[DATASET CONTENT — start]

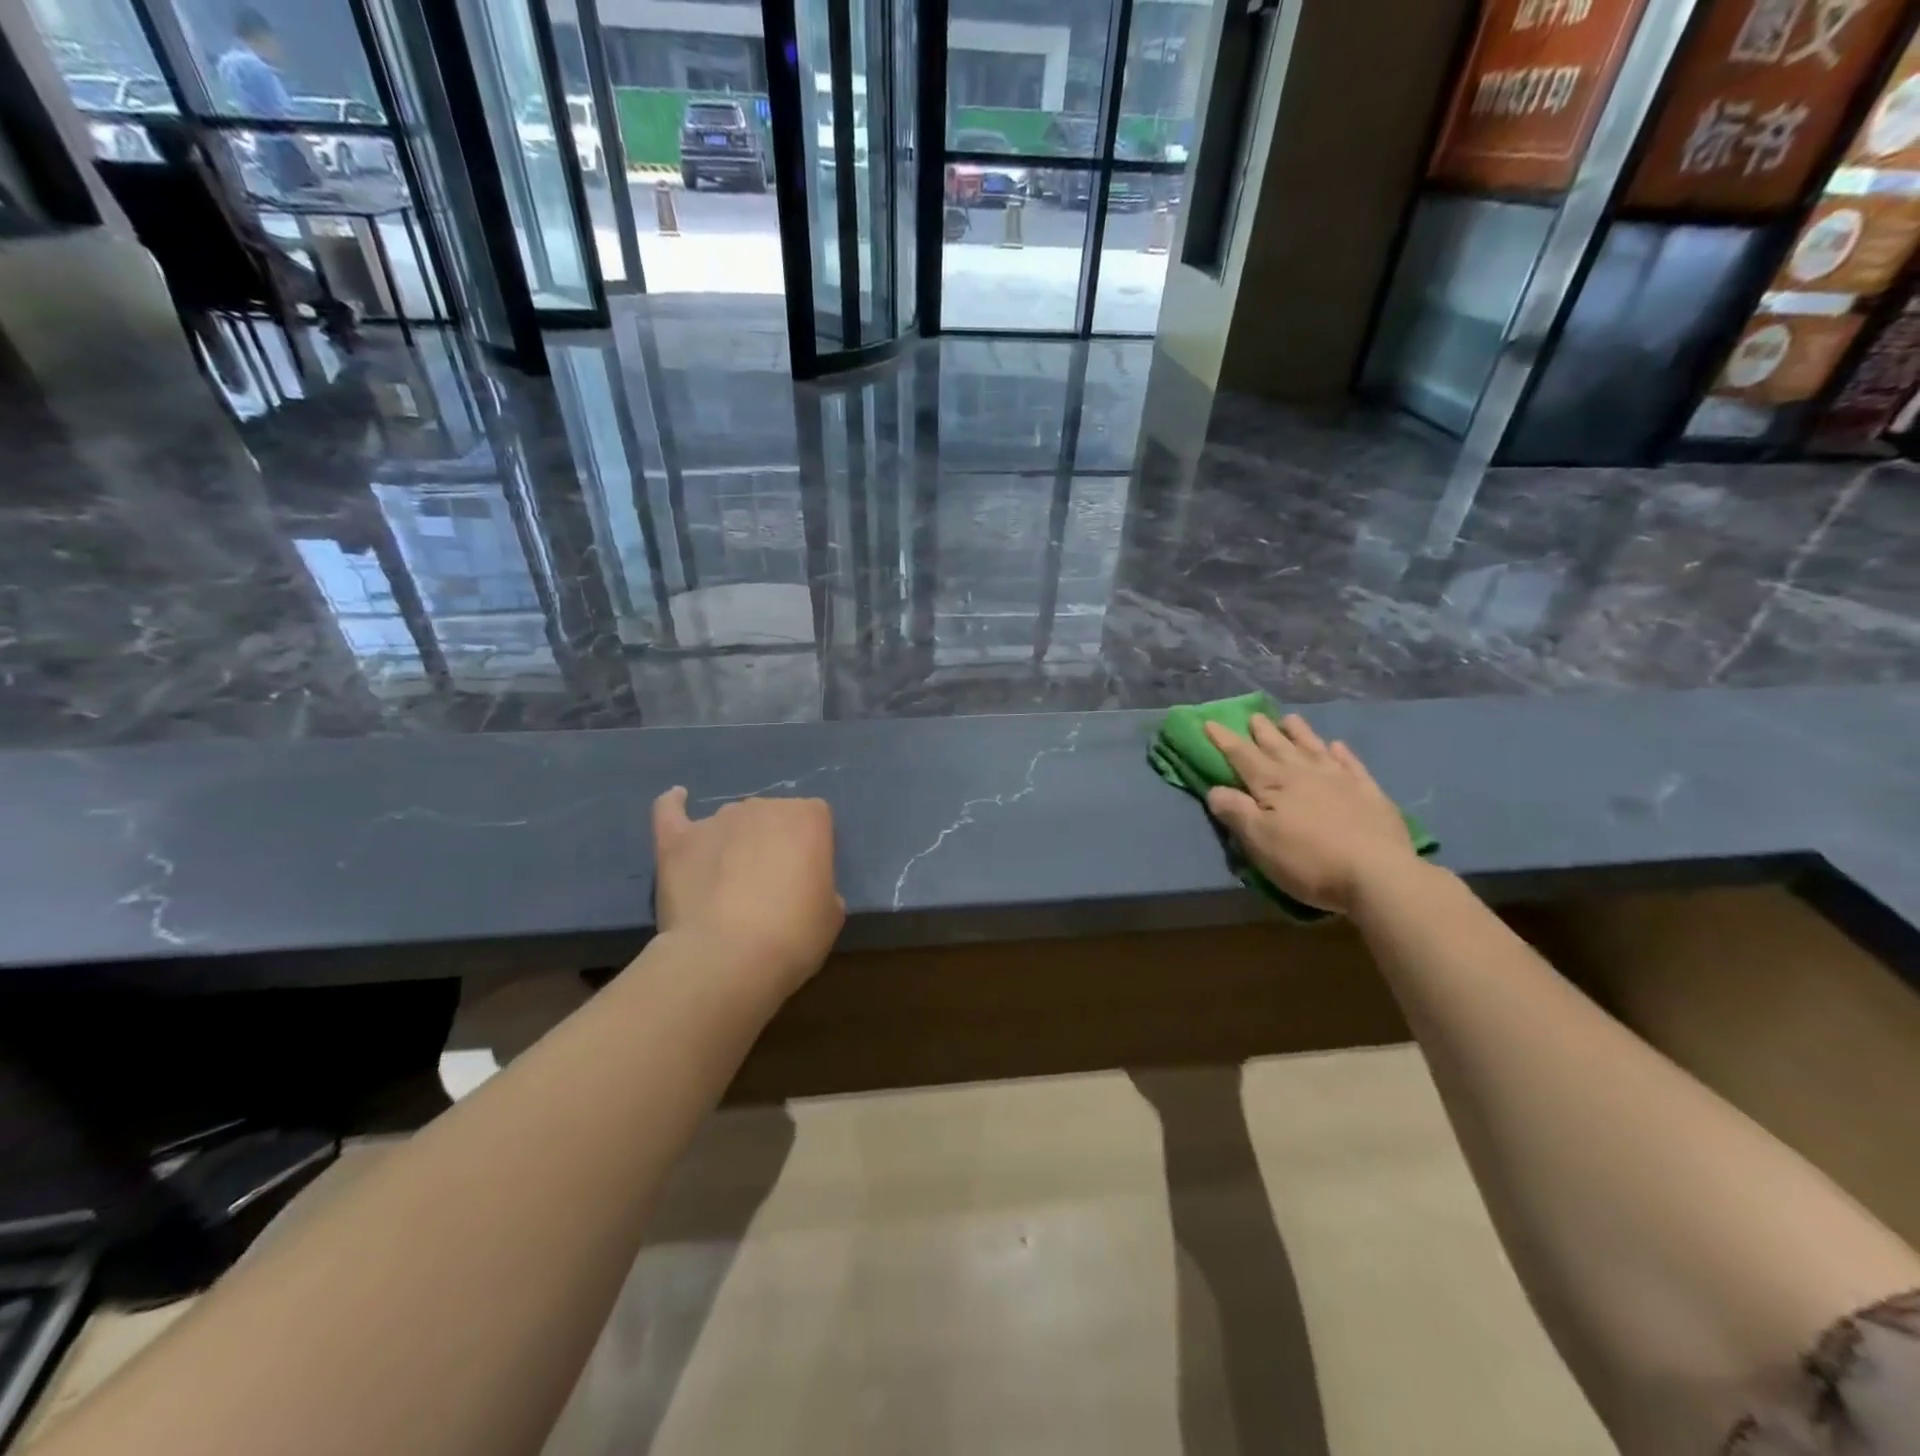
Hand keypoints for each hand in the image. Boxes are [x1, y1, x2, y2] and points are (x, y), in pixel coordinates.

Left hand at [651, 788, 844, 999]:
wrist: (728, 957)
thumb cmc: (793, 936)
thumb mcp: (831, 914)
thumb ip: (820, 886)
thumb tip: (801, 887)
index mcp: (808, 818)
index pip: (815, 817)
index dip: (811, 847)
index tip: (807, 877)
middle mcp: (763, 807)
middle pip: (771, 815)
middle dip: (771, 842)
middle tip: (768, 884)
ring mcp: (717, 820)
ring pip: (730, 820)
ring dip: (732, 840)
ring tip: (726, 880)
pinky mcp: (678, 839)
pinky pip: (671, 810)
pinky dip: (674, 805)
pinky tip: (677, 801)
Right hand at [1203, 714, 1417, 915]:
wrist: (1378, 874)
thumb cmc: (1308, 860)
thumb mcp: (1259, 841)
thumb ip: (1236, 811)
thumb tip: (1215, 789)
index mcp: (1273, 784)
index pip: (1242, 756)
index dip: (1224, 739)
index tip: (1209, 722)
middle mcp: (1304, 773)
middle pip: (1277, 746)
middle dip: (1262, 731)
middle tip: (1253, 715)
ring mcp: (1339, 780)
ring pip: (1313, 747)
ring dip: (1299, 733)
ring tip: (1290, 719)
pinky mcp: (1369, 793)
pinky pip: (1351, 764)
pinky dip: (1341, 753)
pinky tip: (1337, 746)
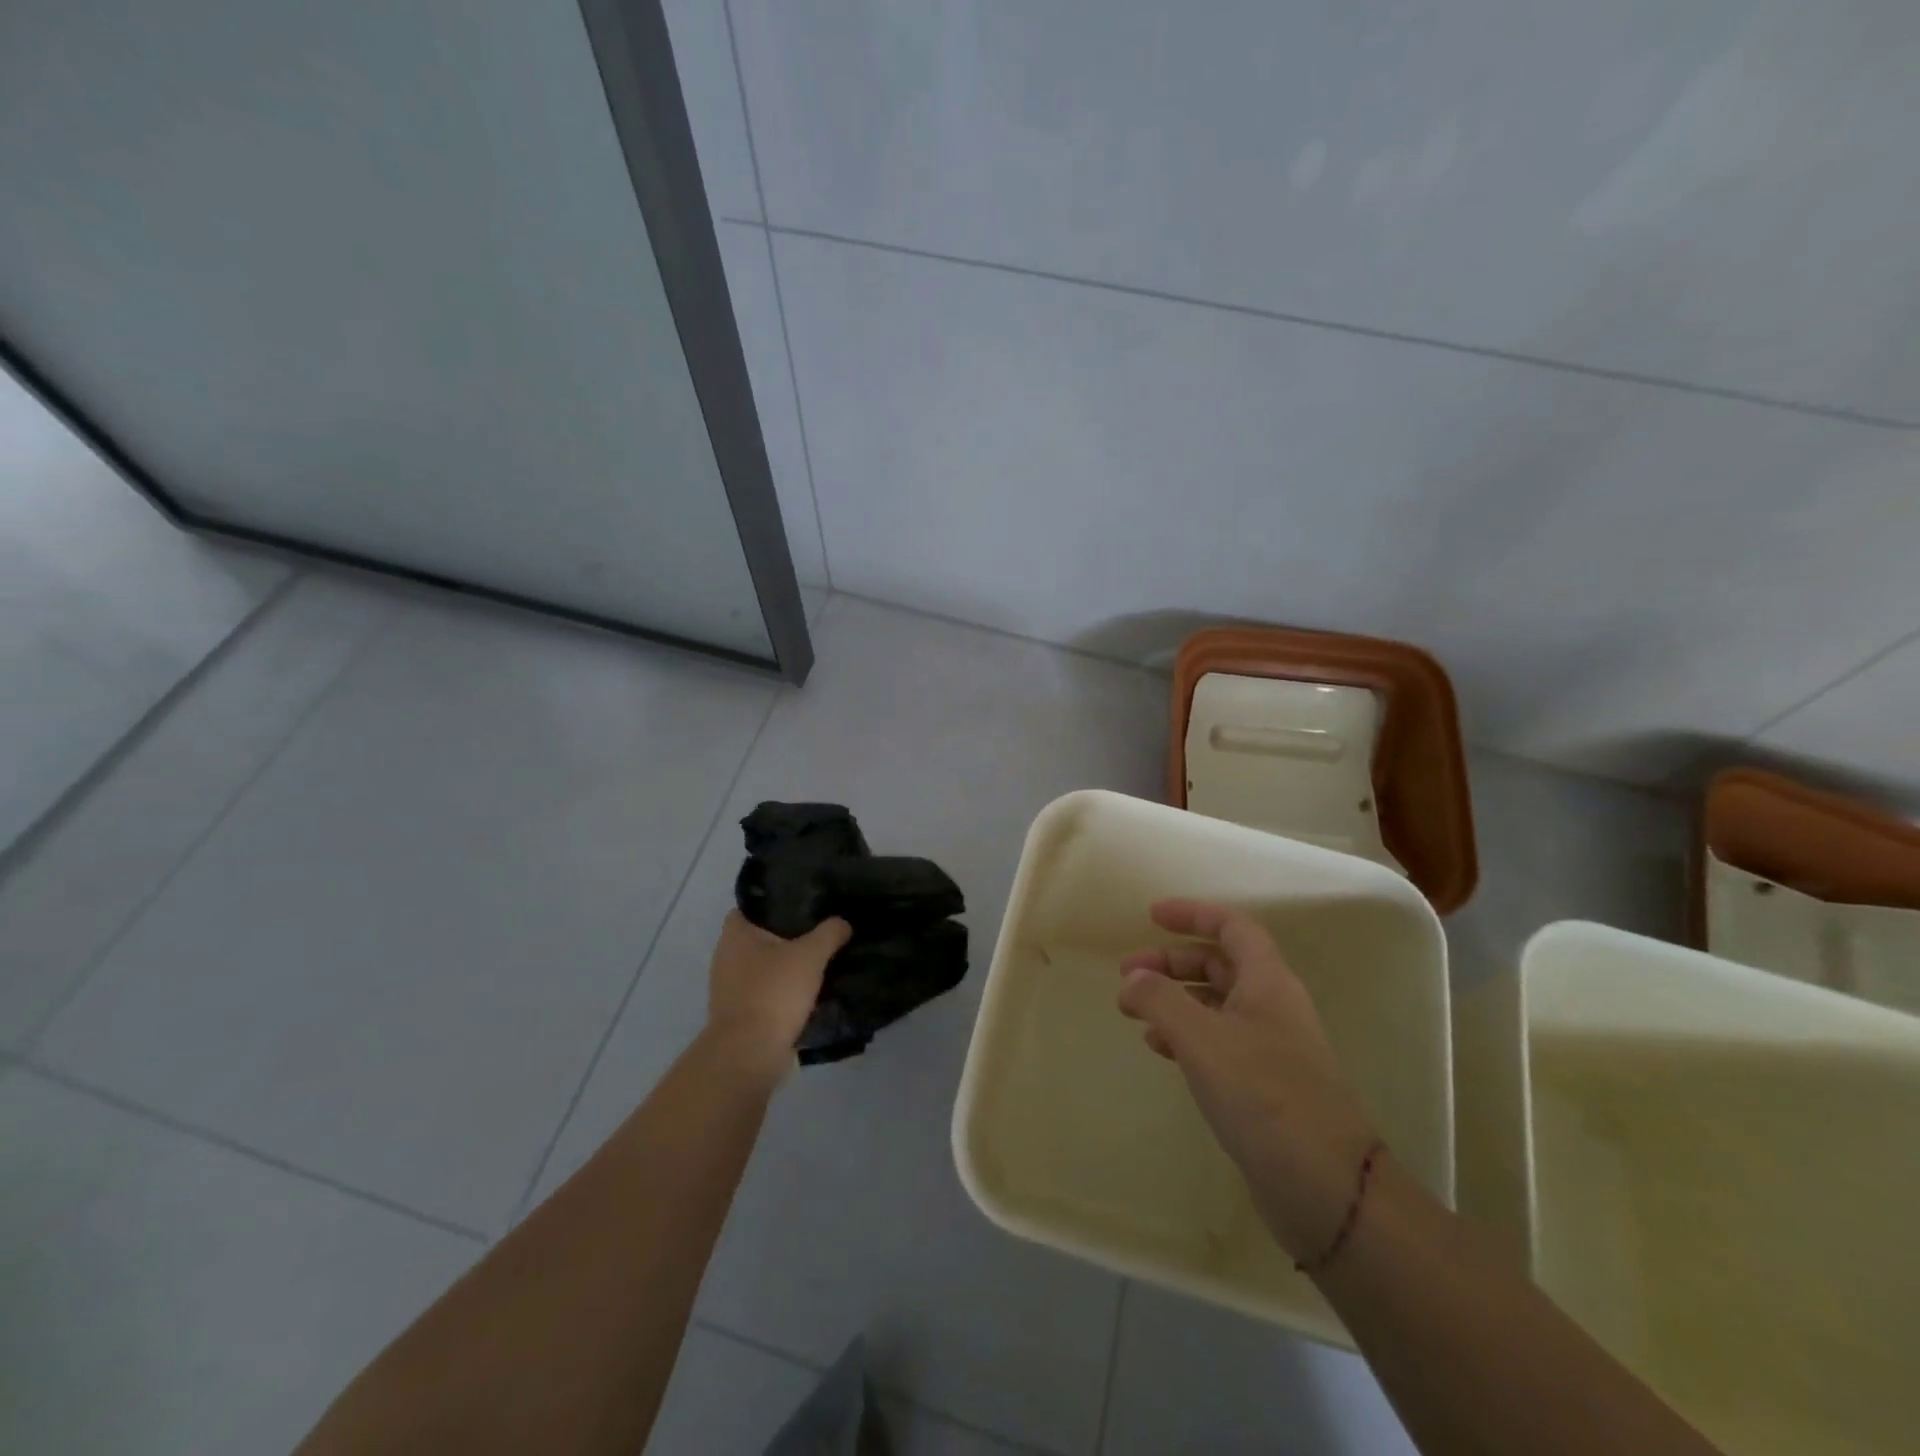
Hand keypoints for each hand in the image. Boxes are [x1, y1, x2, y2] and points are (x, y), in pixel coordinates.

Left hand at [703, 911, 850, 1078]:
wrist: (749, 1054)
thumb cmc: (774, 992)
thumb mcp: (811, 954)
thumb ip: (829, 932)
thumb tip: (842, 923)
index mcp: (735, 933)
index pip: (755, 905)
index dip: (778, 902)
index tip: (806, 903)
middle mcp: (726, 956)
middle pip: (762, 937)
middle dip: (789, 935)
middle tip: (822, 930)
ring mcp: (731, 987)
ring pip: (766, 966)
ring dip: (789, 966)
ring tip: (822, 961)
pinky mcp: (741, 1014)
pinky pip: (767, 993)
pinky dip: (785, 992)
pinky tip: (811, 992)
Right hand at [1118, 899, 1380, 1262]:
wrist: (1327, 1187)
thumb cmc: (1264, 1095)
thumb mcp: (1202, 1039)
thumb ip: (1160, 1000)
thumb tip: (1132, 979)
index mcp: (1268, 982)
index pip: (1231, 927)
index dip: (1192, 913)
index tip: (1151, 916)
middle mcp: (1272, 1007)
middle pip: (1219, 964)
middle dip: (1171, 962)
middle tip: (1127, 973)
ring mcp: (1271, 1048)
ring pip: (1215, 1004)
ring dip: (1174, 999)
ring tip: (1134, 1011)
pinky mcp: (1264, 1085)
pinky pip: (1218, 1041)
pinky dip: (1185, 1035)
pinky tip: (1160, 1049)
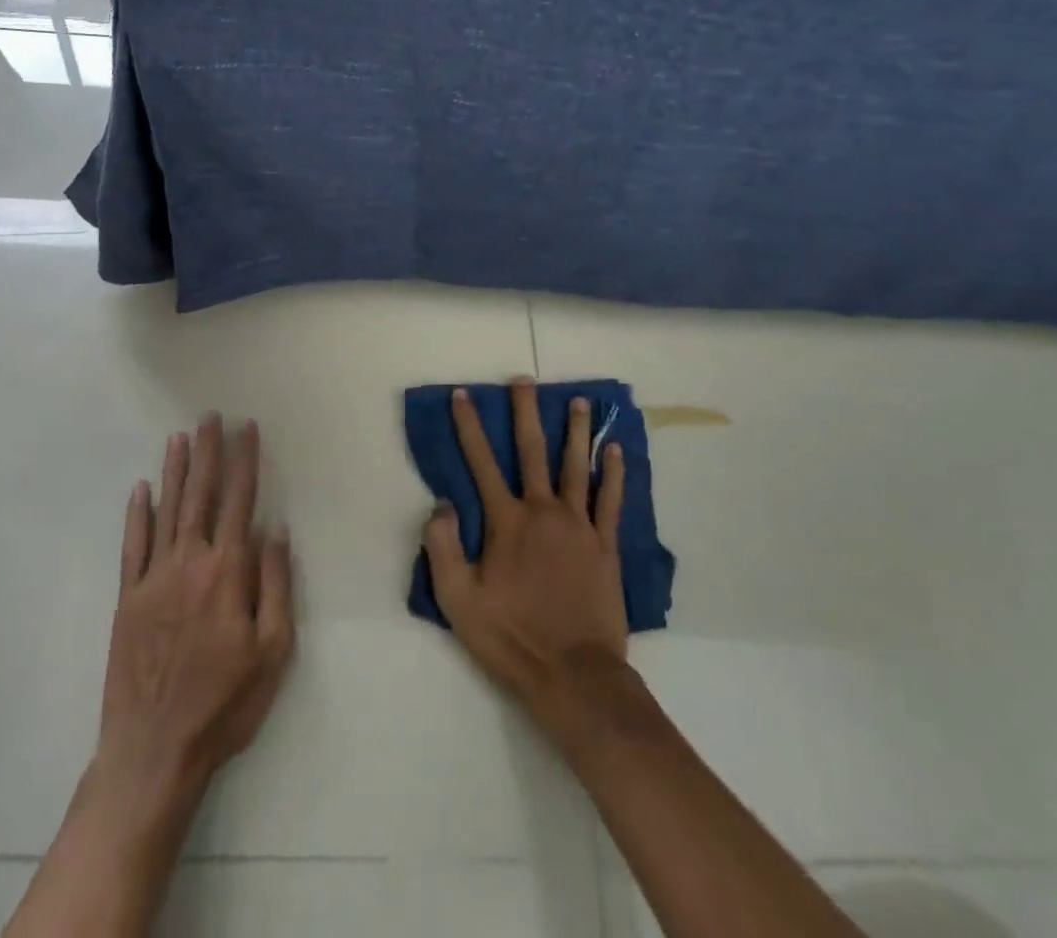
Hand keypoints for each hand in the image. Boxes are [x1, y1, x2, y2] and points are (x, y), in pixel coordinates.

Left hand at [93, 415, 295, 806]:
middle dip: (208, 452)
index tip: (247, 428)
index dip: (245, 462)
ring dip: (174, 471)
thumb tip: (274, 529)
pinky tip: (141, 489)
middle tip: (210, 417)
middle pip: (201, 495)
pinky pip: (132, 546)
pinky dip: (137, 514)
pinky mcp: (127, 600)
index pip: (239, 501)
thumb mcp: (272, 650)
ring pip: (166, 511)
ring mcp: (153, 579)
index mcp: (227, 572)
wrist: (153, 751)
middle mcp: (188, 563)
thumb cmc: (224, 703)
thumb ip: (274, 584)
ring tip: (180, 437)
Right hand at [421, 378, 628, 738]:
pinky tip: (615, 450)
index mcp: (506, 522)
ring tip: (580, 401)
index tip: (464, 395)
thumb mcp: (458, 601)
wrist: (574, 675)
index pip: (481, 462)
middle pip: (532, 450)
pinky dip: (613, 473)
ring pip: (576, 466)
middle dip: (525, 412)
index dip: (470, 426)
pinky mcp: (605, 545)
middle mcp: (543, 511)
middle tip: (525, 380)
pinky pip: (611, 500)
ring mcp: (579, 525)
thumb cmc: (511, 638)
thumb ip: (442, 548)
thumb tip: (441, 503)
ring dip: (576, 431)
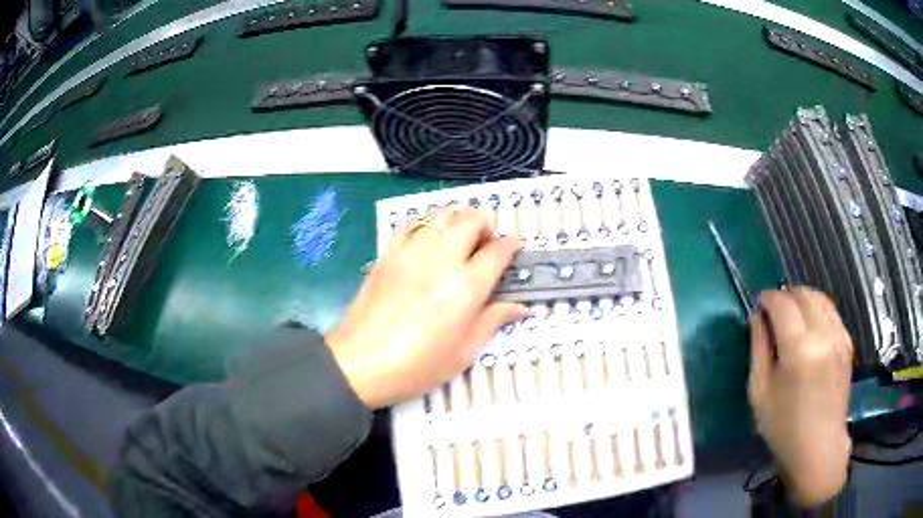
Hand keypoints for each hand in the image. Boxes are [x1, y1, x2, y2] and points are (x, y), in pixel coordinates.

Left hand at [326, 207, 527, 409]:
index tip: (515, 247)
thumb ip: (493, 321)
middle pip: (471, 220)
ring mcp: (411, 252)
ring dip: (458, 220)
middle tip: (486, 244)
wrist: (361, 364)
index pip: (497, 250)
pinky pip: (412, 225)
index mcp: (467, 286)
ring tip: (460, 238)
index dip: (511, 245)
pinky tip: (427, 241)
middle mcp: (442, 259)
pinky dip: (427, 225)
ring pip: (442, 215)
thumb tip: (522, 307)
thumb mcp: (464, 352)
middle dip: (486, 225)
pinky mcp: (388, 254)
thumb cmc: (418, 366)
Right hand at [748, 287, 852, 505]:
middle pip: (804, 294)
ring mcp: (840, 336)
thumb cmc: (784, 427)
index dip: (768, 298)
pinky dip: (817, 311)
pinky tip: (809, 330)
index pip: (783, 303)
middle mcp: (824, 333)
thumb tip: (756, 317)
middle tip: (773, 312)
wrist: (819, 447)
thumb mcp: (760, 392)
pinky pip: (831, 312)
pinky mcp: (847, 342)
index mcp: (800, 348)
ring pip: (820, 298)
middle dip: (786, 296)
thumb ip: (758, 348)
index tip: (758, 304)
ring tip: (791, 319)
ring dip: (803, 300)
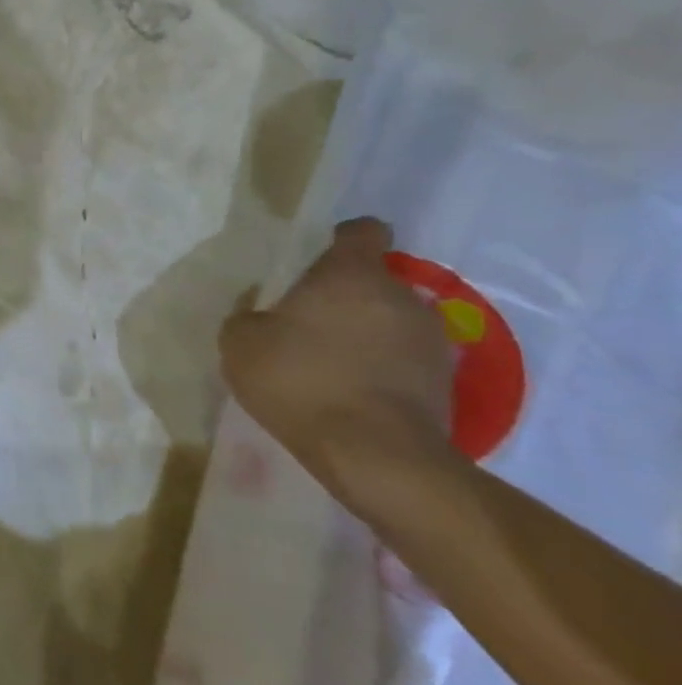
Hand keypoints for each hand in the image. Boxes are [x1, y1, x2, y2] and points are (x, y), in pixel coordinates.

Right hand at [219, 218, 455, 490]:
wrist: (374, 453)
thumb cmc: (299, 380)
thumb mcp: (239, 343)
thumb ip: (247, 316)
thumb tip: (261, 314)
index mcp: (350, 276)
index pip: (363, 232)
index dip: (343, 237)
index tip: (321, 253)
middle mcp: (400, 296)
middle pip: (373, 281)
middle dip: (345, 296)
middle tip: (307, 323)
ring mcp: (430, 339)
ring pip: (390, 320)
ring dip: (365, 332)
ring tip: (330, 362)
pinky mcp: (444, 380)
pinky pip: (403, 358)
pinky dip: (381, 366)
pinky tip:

[DATASET CONTENT — finish]

# TASK GOAL:
The task calls for every line of the material that contains the string "Left".

# FINISHED EXERCISE:
Left hand at [651, 788, 844, 999]:
Left hand at [703, 911, 850, 1078]:
Left hand at [93, 415, 295, 806]:
Left hand at [326, 207, 527, 409]:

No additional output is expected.